§ YOUR GOAL
Look below for the line that has "middle tip: (1107, 1062)"; output exactly from it through the line that has "pinky tip: (616, 449)", and leave the pictures out.

::: INPUT MATERIAL :::

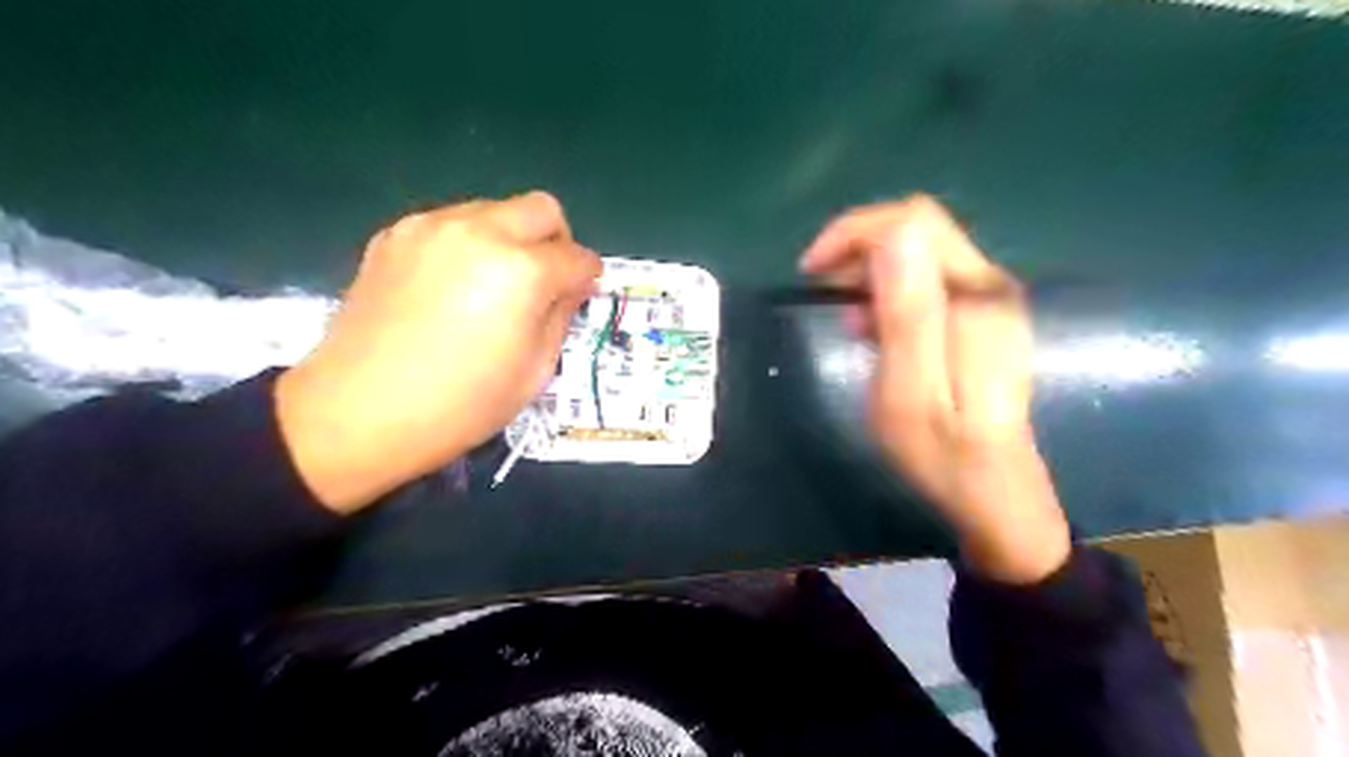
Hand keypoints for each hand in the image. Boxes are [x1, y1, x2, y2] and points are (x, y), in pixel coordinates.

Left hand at [275, 188, 595, 515]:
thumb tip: (569, 288)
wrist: (357, 413)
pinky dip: (468, 244)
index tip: (581, 296)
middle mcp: (480, 232)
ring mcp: (432, 227)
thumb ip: (560, 317)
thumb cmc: (461, 405)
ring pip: (495, 210)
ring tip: (494, 286)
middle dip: (556, 241)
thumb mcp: (535, 371)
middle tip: (546, 281)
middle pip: (541, 209)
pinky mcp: (395, 235)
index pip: (577, 258)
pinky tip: (452, 287)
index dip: (588, 278)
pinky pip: (452, 223)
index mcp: (522, 271)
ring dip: (511, 239)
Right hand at [800, 195, 1075, 586]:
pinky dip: (890, 291)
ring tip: (848, 321)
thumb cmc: (941, 453)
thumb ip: (906, 312)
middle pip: (918, 228)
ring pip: (921, 251)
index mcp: (974, 299)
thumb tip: (891, 235)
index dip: (854, 232)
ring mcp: (991, 299)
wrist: (994, 492)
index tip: (812, 272)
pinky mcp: (983, 316)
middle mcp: (990, 284)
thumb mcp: (908, 391)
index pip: (912, 221)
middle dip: (859, 249)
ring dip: (872, 271)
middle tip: (825, 294)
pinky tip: (875, 330)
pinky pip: (928, 279)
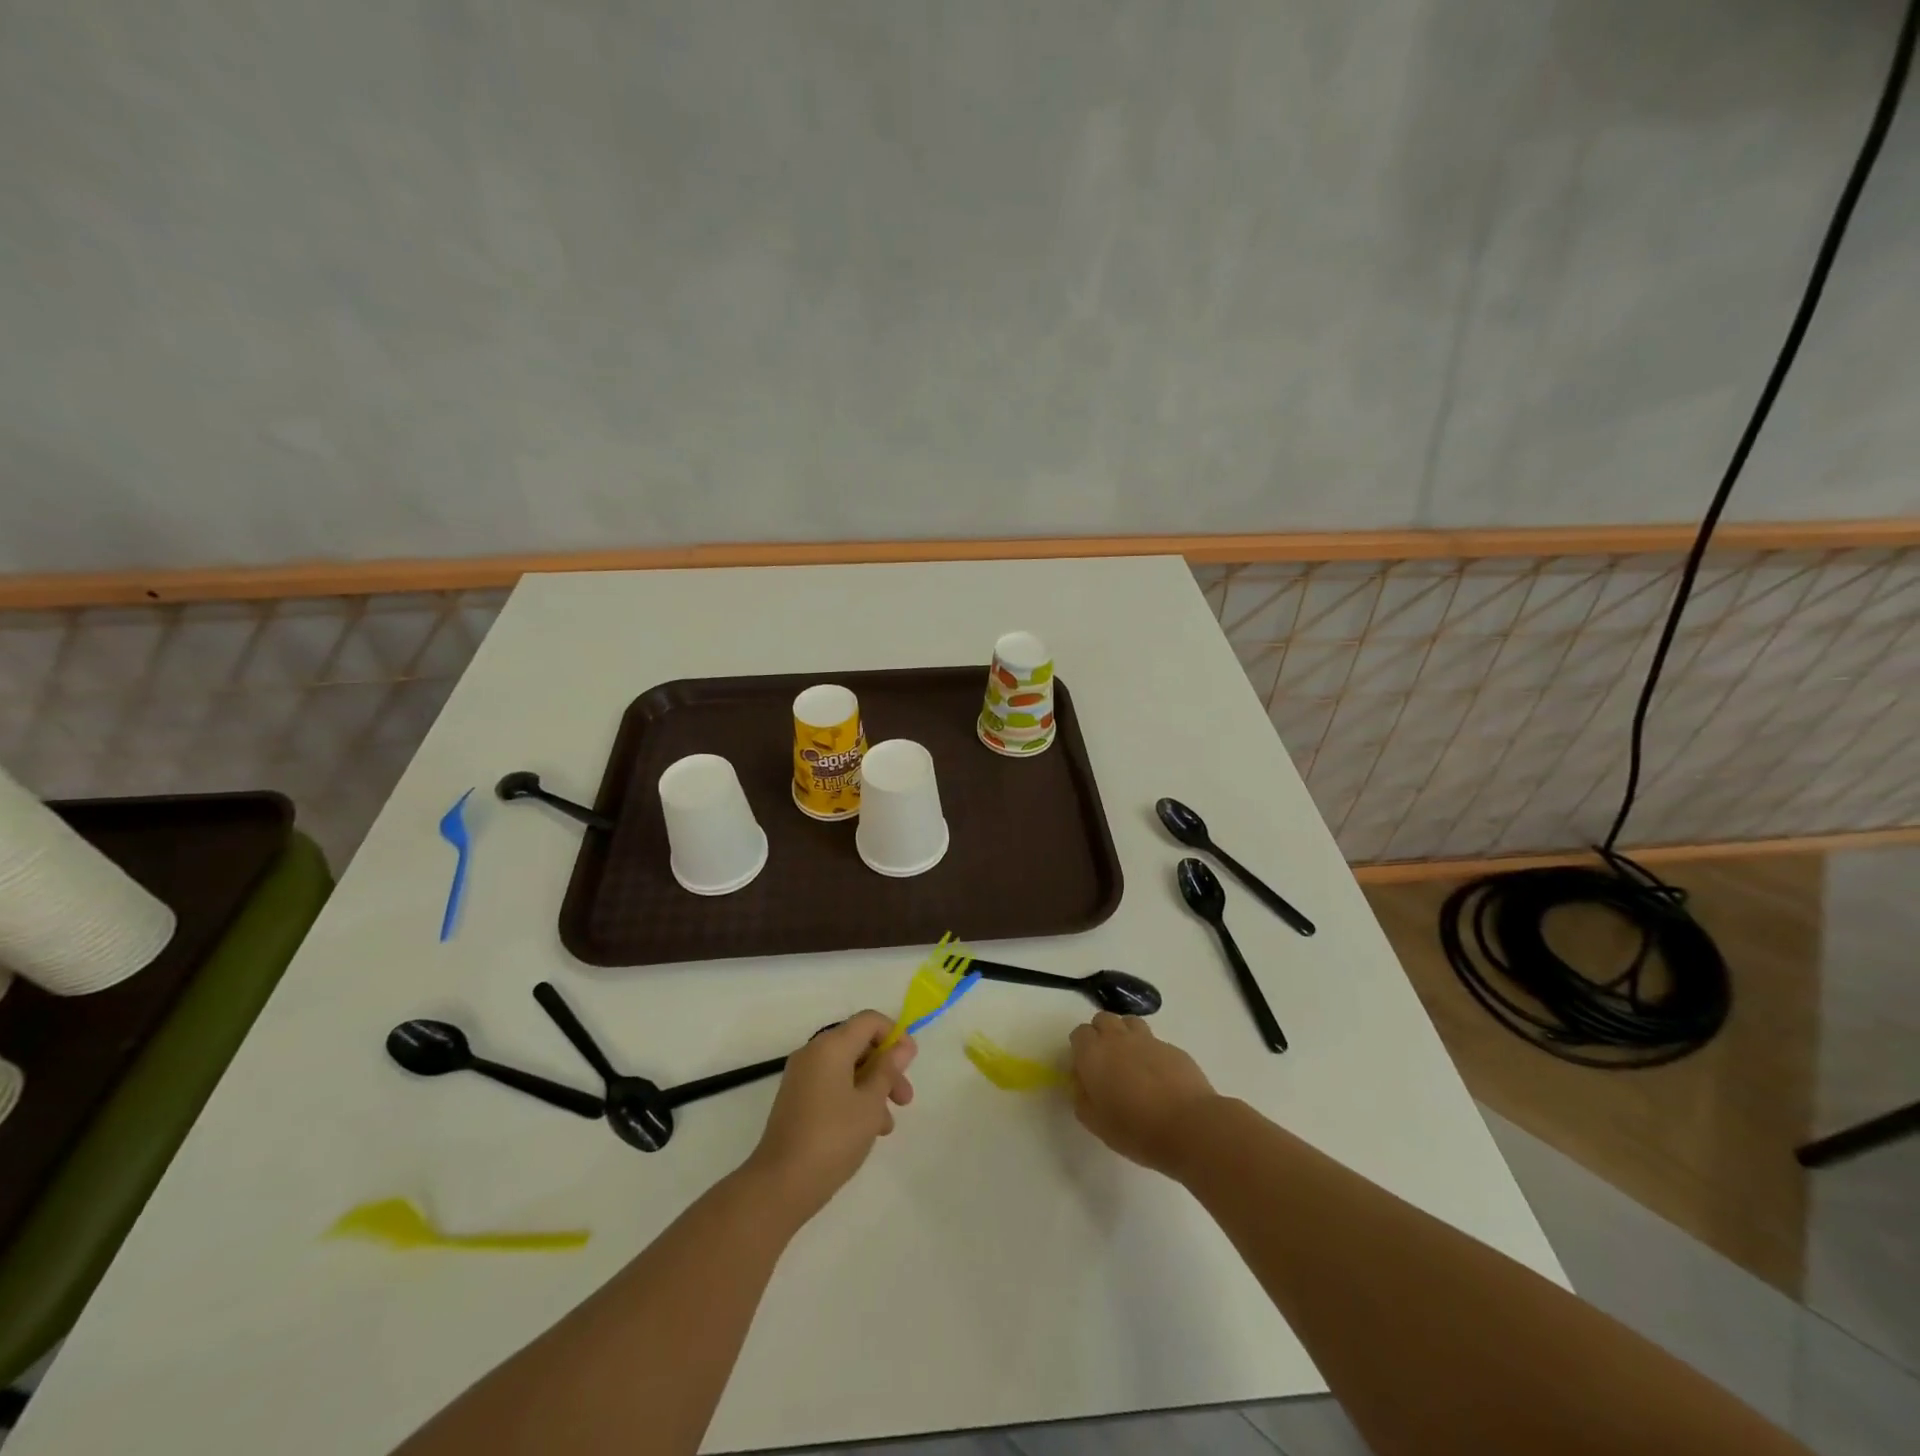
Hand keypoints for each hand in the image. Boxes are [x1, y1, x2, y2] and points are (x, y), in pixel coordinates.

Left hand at [745, 1011, 916, 1219]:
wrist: (780, 1185)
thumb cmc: (833, 1138)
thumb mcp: (870, 1104)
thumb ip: (888, 1070)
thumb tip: (901, 1046)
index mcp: (831, 1046)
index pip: (869, 1020)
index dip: (895, 1035)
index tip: (910, 1063)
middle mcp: (813, 1053)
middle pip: (859, 1044)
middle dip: (886, 1067)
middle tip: (905, 1099)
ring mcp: (802, 1076)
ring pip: (847, 1068)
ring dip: (872, 1087)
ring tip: (886, 1124)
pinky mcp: (797, 1099)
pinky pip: (832, 1085)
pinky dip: (853, 1097)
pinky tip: (867, 1130)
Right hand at [1069, 1012, 1218, 1175]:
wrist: (1189, 1126)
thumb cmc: (1136, 1129)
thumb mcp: (1096, 1123)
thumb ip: (1082, 1098)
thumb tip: (1082, 1084)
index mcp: (1094, 1054)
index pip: (1079, 1034)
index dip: (1081, 1048)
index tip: (1086, 1069)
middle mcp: (1117, 1038)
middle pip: (1103, 1019)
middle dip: (1101, 1034)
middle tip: (1107, 1062)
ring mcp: (1147, 1040)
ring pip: (1129, 1022)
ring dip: (1125, 1035)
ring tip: (1132, 1062)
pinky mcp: (1172, 1047)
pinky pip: (1154, 1041)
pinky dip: (1151, 1052)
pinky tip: (1159, 1076)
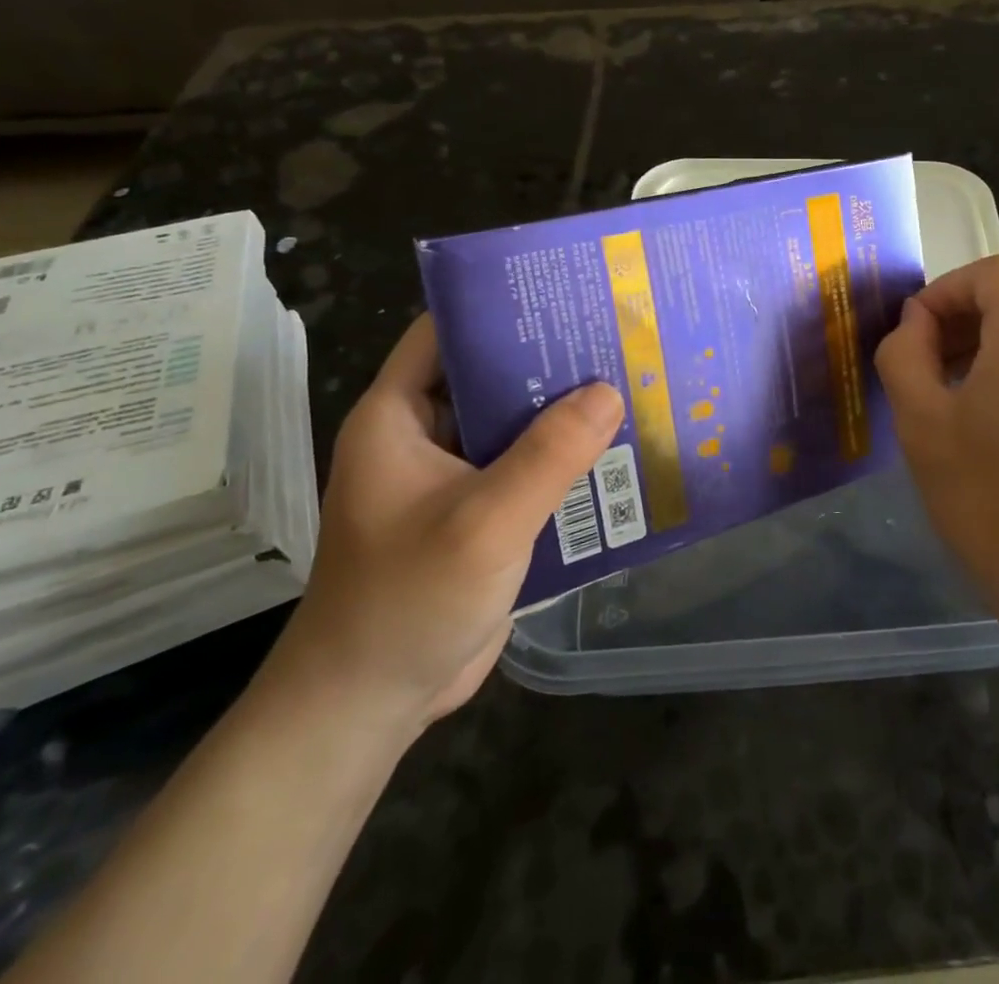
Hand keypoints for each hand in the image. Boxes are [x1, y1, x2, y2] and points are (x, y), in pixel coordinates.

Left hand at [262, 315, 623, 733]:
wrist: (370, 704)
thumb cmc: (407, 601)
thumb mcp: (485, 522)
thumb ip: (549, 455)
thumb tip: (610, 390)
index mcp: (399, 416)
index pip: (444, 332)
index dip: (496, 306)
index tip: (561, 293)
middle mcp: (423, 436)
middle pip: (488, 374)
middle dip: (547, 358)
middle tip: (614, 335)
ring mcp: (452, 477)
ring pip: (512, 423)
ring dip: (562, 410)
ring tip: (629, 381)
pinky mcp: (478, 514)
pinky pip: (525, 468)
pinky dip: (563, 457)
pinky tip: (616, 449)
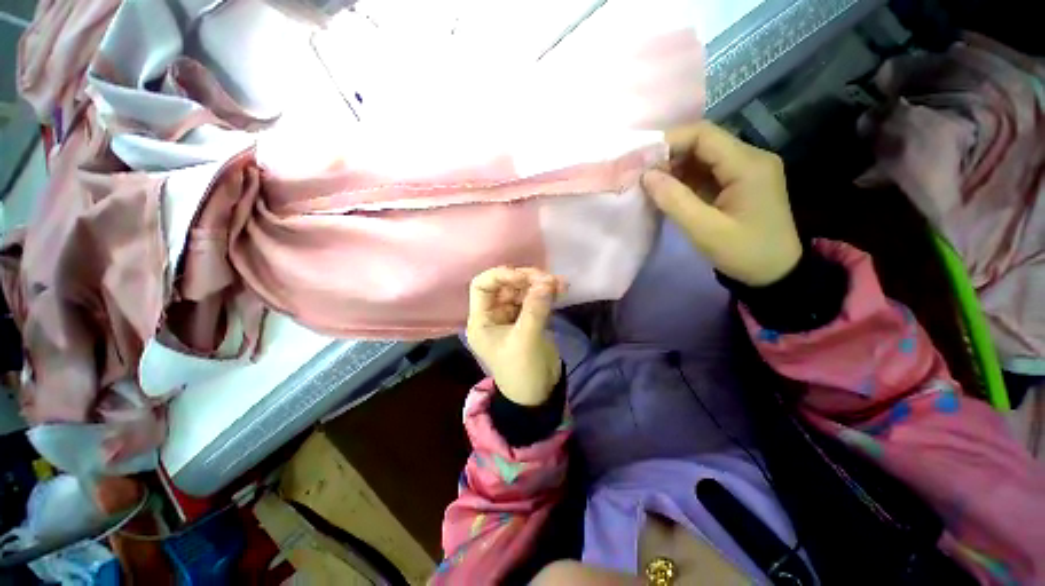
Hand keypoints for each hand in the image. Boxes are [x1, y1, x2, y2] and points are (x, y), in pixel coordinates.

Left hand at [466, 267, 565, 405]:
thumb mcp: (526, 341)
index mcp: (482, 320)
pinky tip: (561, 289)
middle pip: (506, 285)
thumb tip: (547, 281)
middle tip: (549, 280)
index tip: (524, 277)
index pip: (483, 285)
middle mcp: (494, 315)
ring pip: (523, 290)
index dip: (501, 276)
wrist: (539, 395)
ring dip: (540, 284)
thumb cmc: (522, 371)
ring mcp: (512, 316)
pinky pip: (535, 299)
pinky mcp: (529, 319)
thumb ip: (535, 309)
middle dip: (527, 279)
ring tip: (561, 284)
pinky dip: (547, 293)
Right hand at [641, 121, 801, 285]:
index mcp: (748, 165)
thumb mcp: (705, 231)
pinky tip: (668, 192)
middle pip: (704, 142)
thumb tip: (646, 175)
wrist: (775, 274)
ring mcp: (747, 170)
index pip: (704, 135)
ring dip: (675, 167)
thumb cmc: (744, 254)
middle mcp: (751, 158)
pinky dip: (685, 179)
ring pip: (704, 156)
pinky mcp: (740, 183)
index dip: (669, 141)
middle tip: (642, 174)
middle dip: (670, 155)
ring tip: (650, 184)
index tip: (641, 159)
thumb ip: (674, 201)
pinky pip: (708, 172)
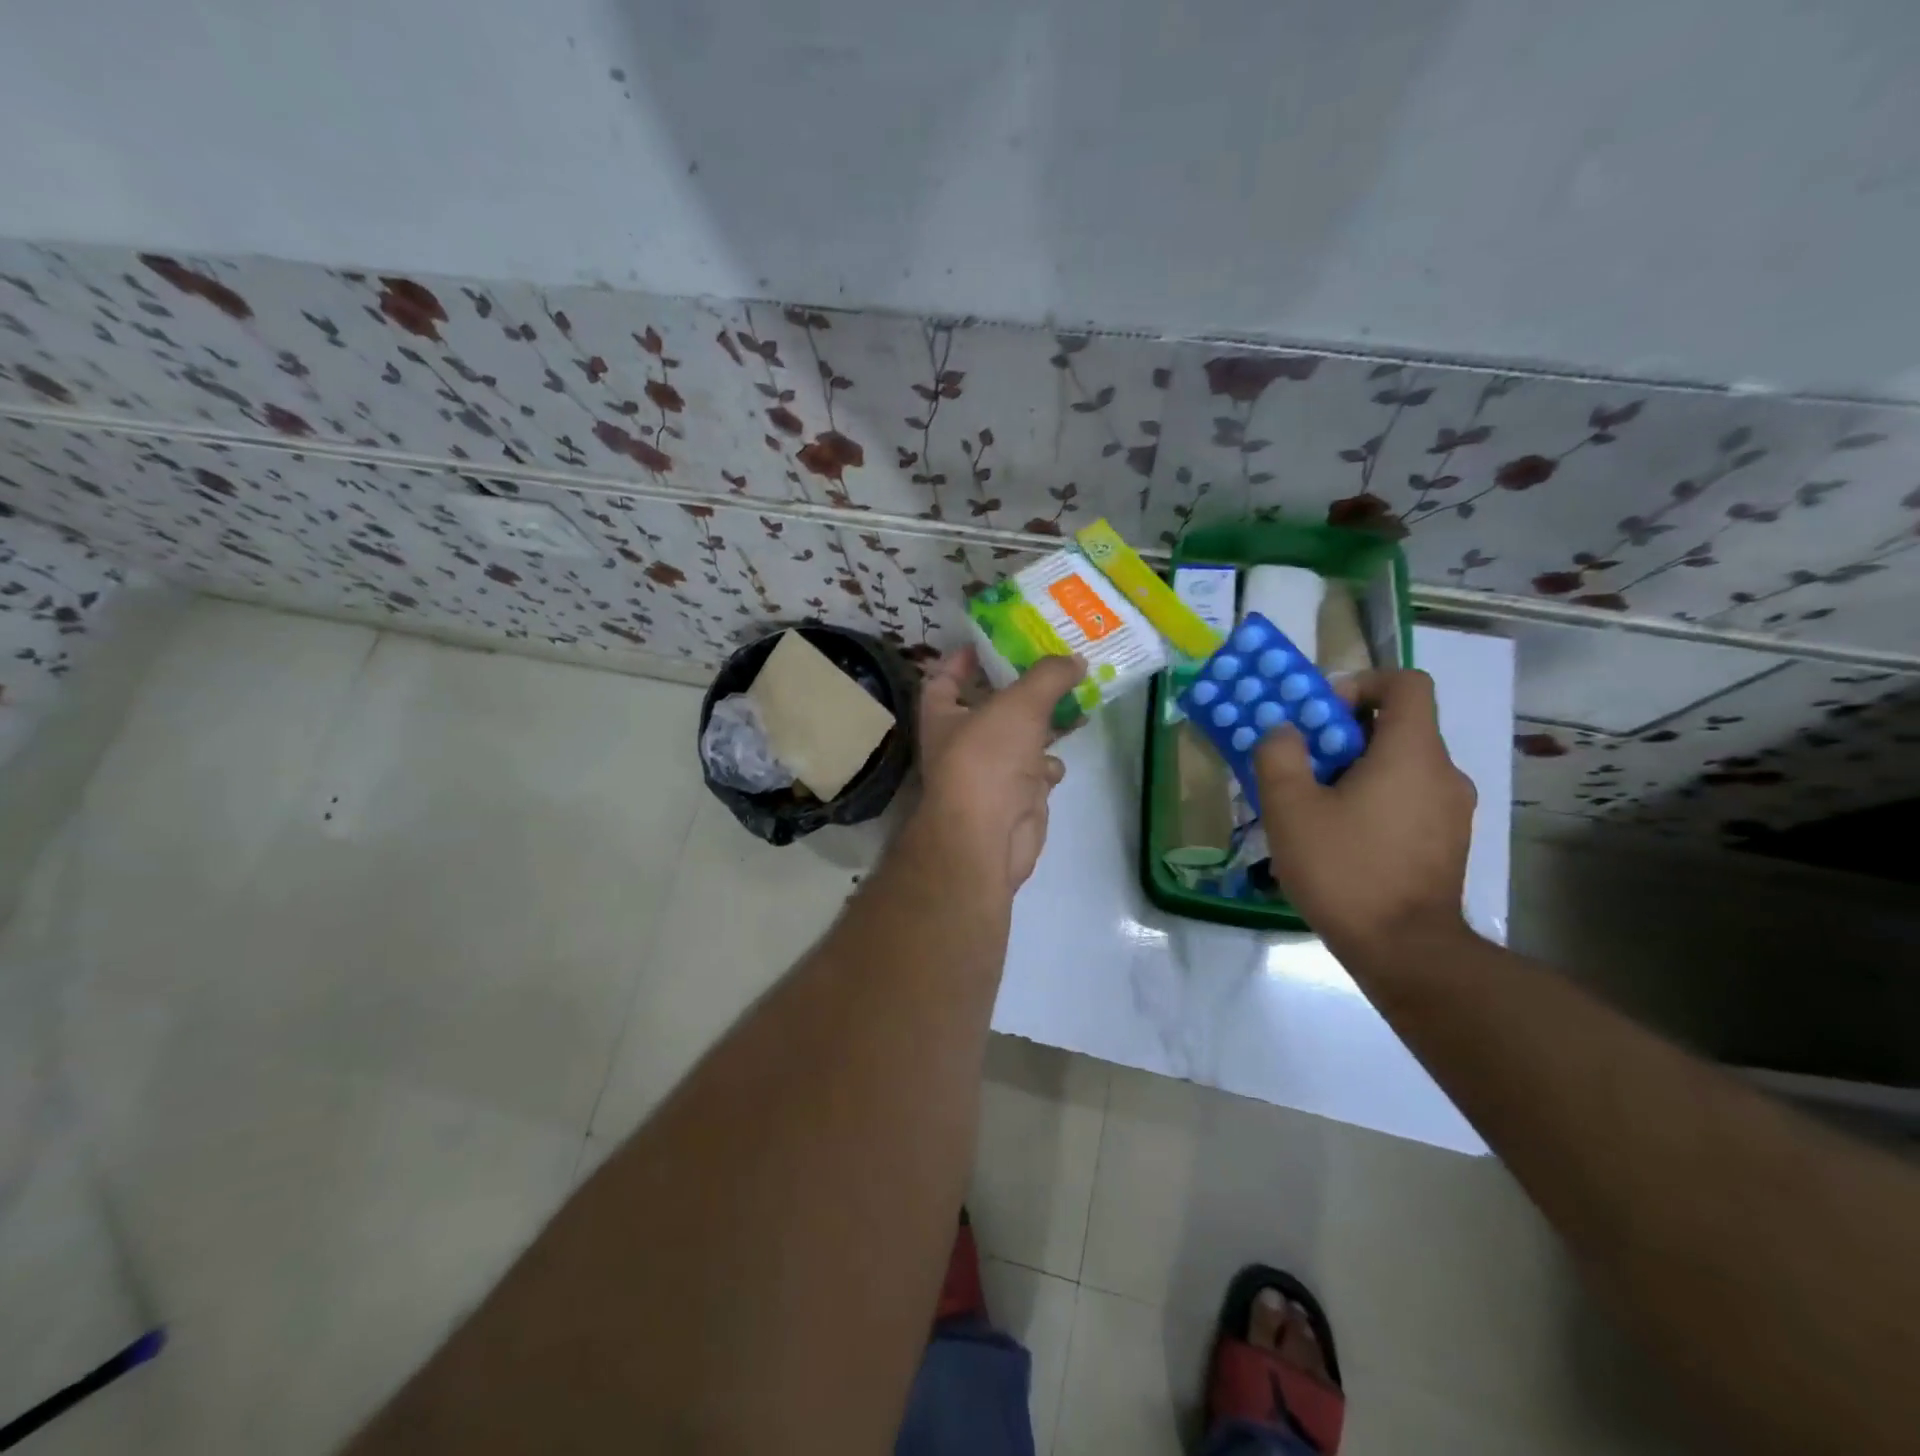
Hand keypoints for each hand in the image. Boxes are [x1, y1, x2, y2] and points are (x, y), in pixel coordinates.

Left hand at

:::

§ ANSWER TO THIS PROBLEM
middle tip: (1107, 1062)
ring mcp: (1147, 1040)
ring pip: (1129, 1022)
ring dip: (1125, 1035)
ring tip: (1132, 1062)
pinky mcp: (1172, 1047)
pinky pip: (1154, 1041)
pinky dip: (1151, 1052)
pinky tip: (1159, 1076)
Hand keypoints for each hand in the image. Boxes are [x1, y1, x2, y2] and points are (x, y), in pixel coordinates.

Left hand at [262, 315, 623, 733]:
wrist: (370, 704)
thumb cmc: (407, 601)
thumb mcp: (485, 522)
thumb ip: (549, 455)
thumb tip: (610, 390)
index mcp: (399, 416)
index pip: (444, 332)
index dip: (496, 306)
index tip: (561, 293)
middle mcp: (423, 436)
middle pip: (488, 374)
middle dip: (547, 358)
middle tip: (614, 335)
ring mcp: (452, 477)
ring pip: (512, 423)
ring dip: (562, 410)
ring tip: (629, 381)
pinky mcp: (478, 514)
pinky pip: (525, 468)
pinky dip: (563, 457)
pinky tip: (616, 449)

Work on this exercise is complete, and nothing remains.